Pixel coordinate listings
- Opening Delimiter -
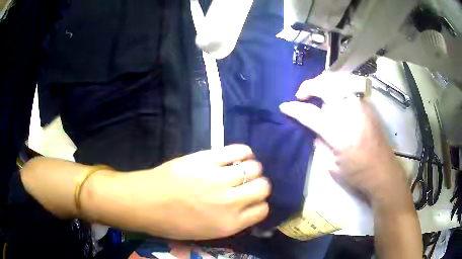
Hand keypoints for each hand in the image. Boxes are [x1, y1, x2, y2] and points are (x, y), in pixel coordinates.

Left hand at [105, 144, 270, 239]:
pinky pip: (239, 151)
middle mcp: (231, 202)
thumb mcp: (208, 232)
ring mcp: (219, 178)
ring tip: (240, 169)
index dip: (259, 204)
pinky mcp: (208, 159)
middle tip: (246, 184)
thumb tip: (247, 206)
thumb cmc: (173, 223)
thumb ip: (232, 220)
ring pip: (255, 168)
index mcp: (230, 224)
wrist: (146, 203)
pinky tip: (237, 156)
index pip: (262, 210)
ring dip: (250, 169)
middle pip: (263, 187)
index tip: (251, 200)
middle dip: (258, 185)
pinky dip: (243, 152)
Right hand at [279, 72, 409, 207]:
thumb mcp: (332, 166)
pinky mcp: (367, 106)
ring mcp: (360, 106)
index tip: (284, 107)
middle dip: (308, 86)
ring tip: (315, 90)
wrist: (383, 172)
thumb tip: (315, 131)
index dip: (294, 109)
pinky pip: (348, 88)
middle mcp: (350, 114)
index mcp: (339, 133)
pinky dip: (336, 86)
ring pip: (338, 82)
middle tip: (300, 94)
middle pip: (325, 87)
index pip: (311, 114)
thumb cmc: (357, 174)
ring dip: (322, 82)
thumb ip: (321, 144)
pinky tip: (333, 93)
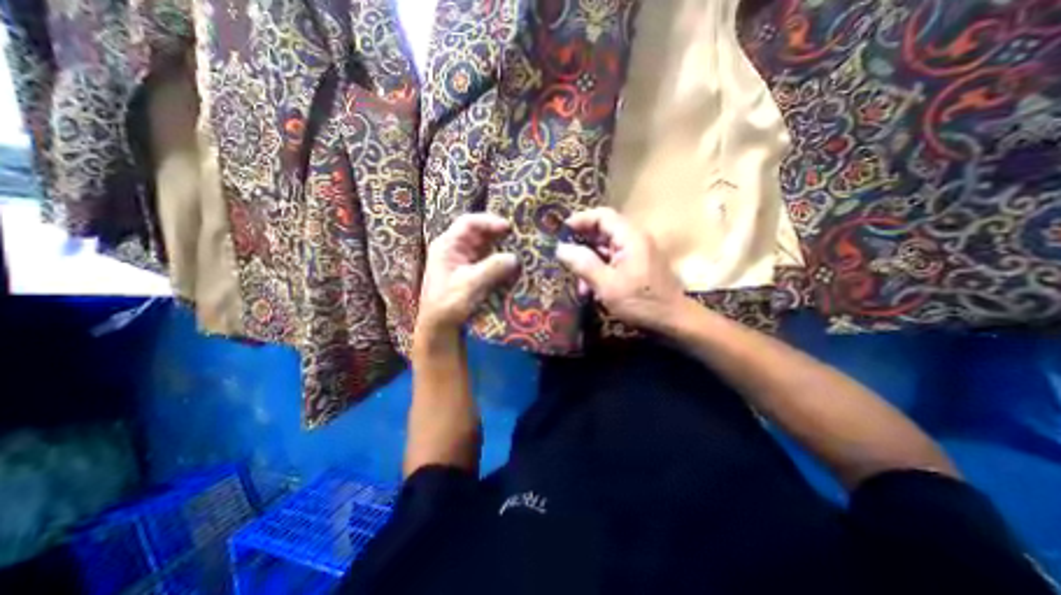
- Closing Delimiter -
What is required - You are asked to reproduce each line above exactly, but to exclude the pictures.

Solution to this problem -
Hand keypoints for each hand in the image. Boxes are [x1, y1, x2, y2] and points are (x, y), in pixel coordinates.

Left hand at [105, 144, 270, 239]:
pinky pip: (239, 151)
middle mcp: (231, 202)
thumb mcp: (208, 232)
ring mcp: (219, 178)
ring tip: (240, 169)
index dip: (259, 204)
pinky mcp: (208, 159)
middle tip: (246, 184)
thumb tip: (247, 206)
thumb cmc: (173, 223)
thumb ip: (232, 220)
ring pip: (255, 168)
index mcp: (230, 224)
wrist: (146, 203)
pinky tip: (237, 156)
index pip: (262, 210)
ring dip: (250, 169)
middle pip: (263, 187)
index tip: (251, 200)
middle dip: (258, 185)
pinky dip: (243, 152)
Right hand at [279, 72, 409, 207]:
thumb mcp: (332, 166)
pinky mcp: (367, 106)
ring mcp: (360, 106)
index tip: (284, 107)
middle dip: (308, 86)
ring tip: (315, 90)
wrist: (383, 172)
thumb tip: (315, 131)
index dip: (294, 109)
pinky pip: (348, 88)
middle mcp: (350, 114)
index mcp: (339, 133)
pinky dip: (336, 86)
ring pip: (338, 82)
middle tip: (300, 94)
middle pip: (325, 87)
index pip: (311, 114)
thumb cmc: (357, 174)
ring dip: (322, 82)
thumb ip: (321, 144)
pinky tip: (333, 93)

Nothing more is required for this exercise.